Required work: Restate the entries word for word and skip every image.

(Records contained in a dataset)
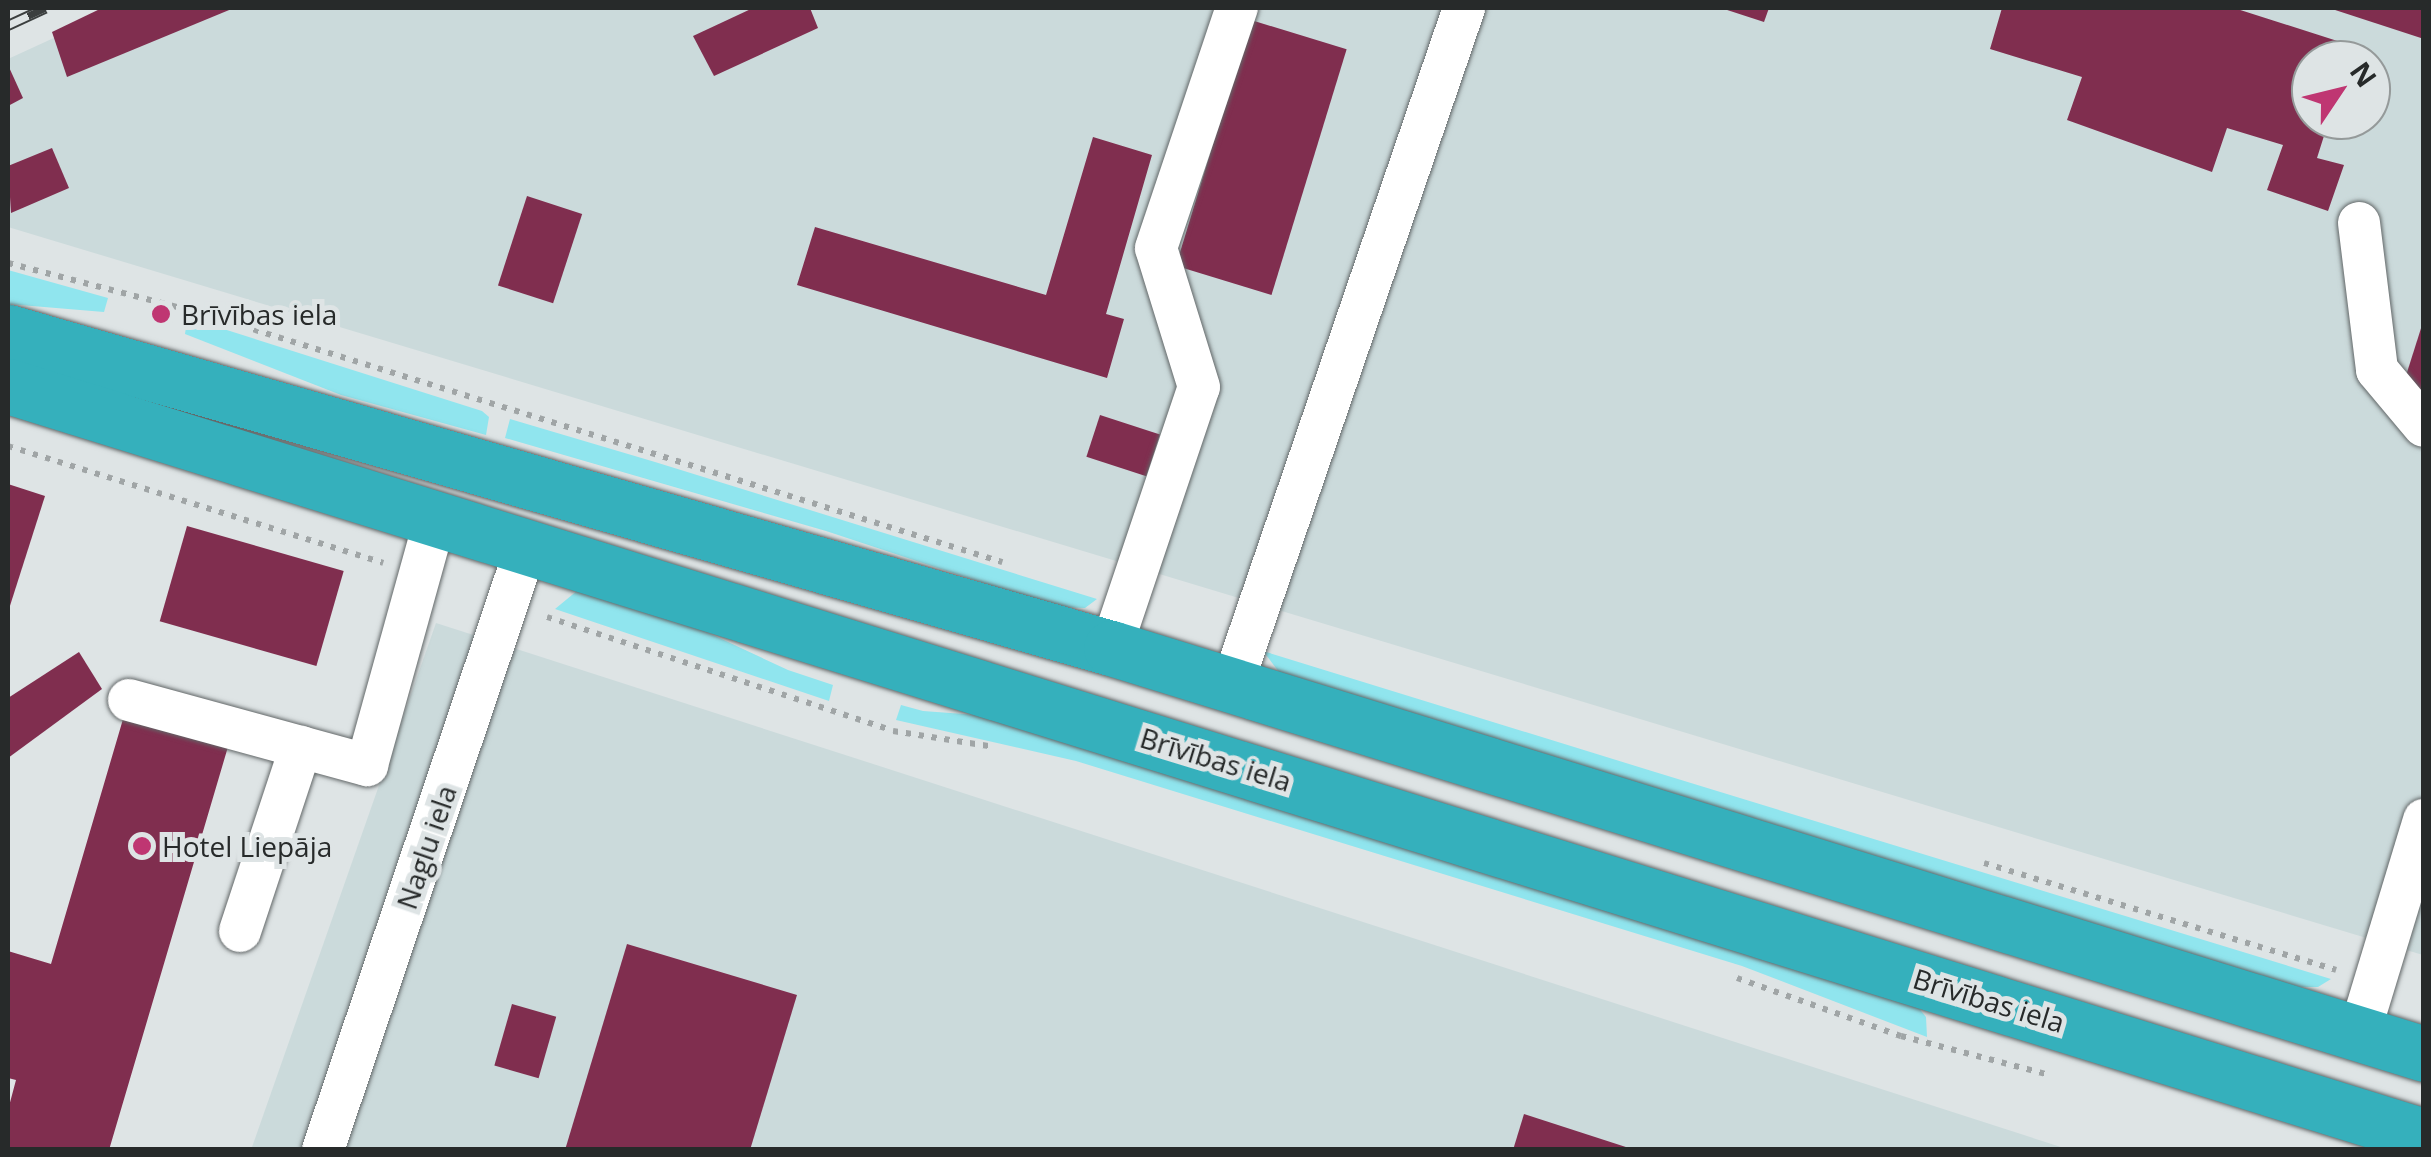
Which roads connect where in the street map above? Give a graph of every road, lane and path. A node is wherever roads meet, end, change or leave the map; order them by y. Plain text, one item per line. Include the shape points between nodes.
1 (1237, 8) edge
2 (1464, 8) edge
3 (2358, 223) dead end
4 (8, 262) edge
5 (8, 332) edge
6 (8, 386) edge
7 (506, 410) dead end
8 (2424, 426) edge
9 (8, 446) edge
10 (436, 516) junction
11 (528, 544) junction
12 (419, 574) junction
13 (508, 603) junction
14 (1111, 648) junction
15 (1232, 684) junction
16 (129, 700) dead end
17 (301, 747) junction
18 (1004, 748) dead end
19 (2424, 820) edge
20 (240, 932) dead end
21 (1724, 973) dead end
22 (2358, 1034) junction
23 (2424, 1054) edge
24 (2068, 1079) dead end
25 (2424, 1136) edge
26 (324, 1150) edge

1 - 14 street via 1156,248 1199,387
2 - 15 street
3 - 8 street via 2377,370
4 - 7 path via 204,314
5 - 14 highway
6 - 10 highway, Brīvības iela
9 - 12 path
10 - 11 highway, Brīvības iela
10 - 12 street
11 - 13 street, Naglu iela
11 - 25 highway, Brīvības iela
12 - 17 street via 367,765
13 - 18 path via 832,713 894,731
13 - 26 street, Naglu iela
14 - 15 highway
15 - 22 highway
16 - 17 street
17 - 20 street
19 - 22 street
21 - 24 path via 1901,1036
22 - 23 highway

Finished task:
Which roads connect where in the street map above? Give a graph of every road, lane and path. A node is wherever roads meet, end, change or leave the map; order them by y. Plain text, one item per line. Include the shape points between nodes.
1 (1237, 8) edge
2 (1464, 8) edge
3 (2358, 223) dead end
4 (8, 262) edge
5 (8, 332) edge
6 (8, 386) edge
7 (506, 410) dead end
8 (2424, 426) edge
9 (8, 446) edge
10 (436, 516) junction
11 (528, 544) junction
12 (419, 574) junction
13 (508, 603) junction
14 (1111, 648) junction
15 (1232, 684) junction
16 (129, 700) dead end
17 (301, 747) junction
18 (1004, 748) dead end
19 (2424, 820) edge
20 (240, 932) dead end
21 (1724, 973) dead end
22 (2358, 1034) junction
23 (2424, 1054) edge
24 (2068, 1079) dead end
25 (2424, 1136) edge
26 (324, 1150) edge

1 - 14 street via 1156,248 1199,387
2 - 15 street
3 - 8 street via 2377,370
4 - 7 path via 204,314
5 - 14 highway
6 - 10 highway, Brīvības iela
9 - 12 path
10 - 11 highway, Brīvības iela
10 - 12 street
11 - 13 street, Naglu iela
11 - 25 highway, Brīvības iela
12 - 17 street via 367,765
13 - 18 path via 832,713 894,731
13 - 26 street, Naglu iela
14 - 15 highway
15 - 22 highway
16 - 17 street
17 - 20 street
19 - 22 street
21 - 24 path via 1901,1036
22 - 23 highway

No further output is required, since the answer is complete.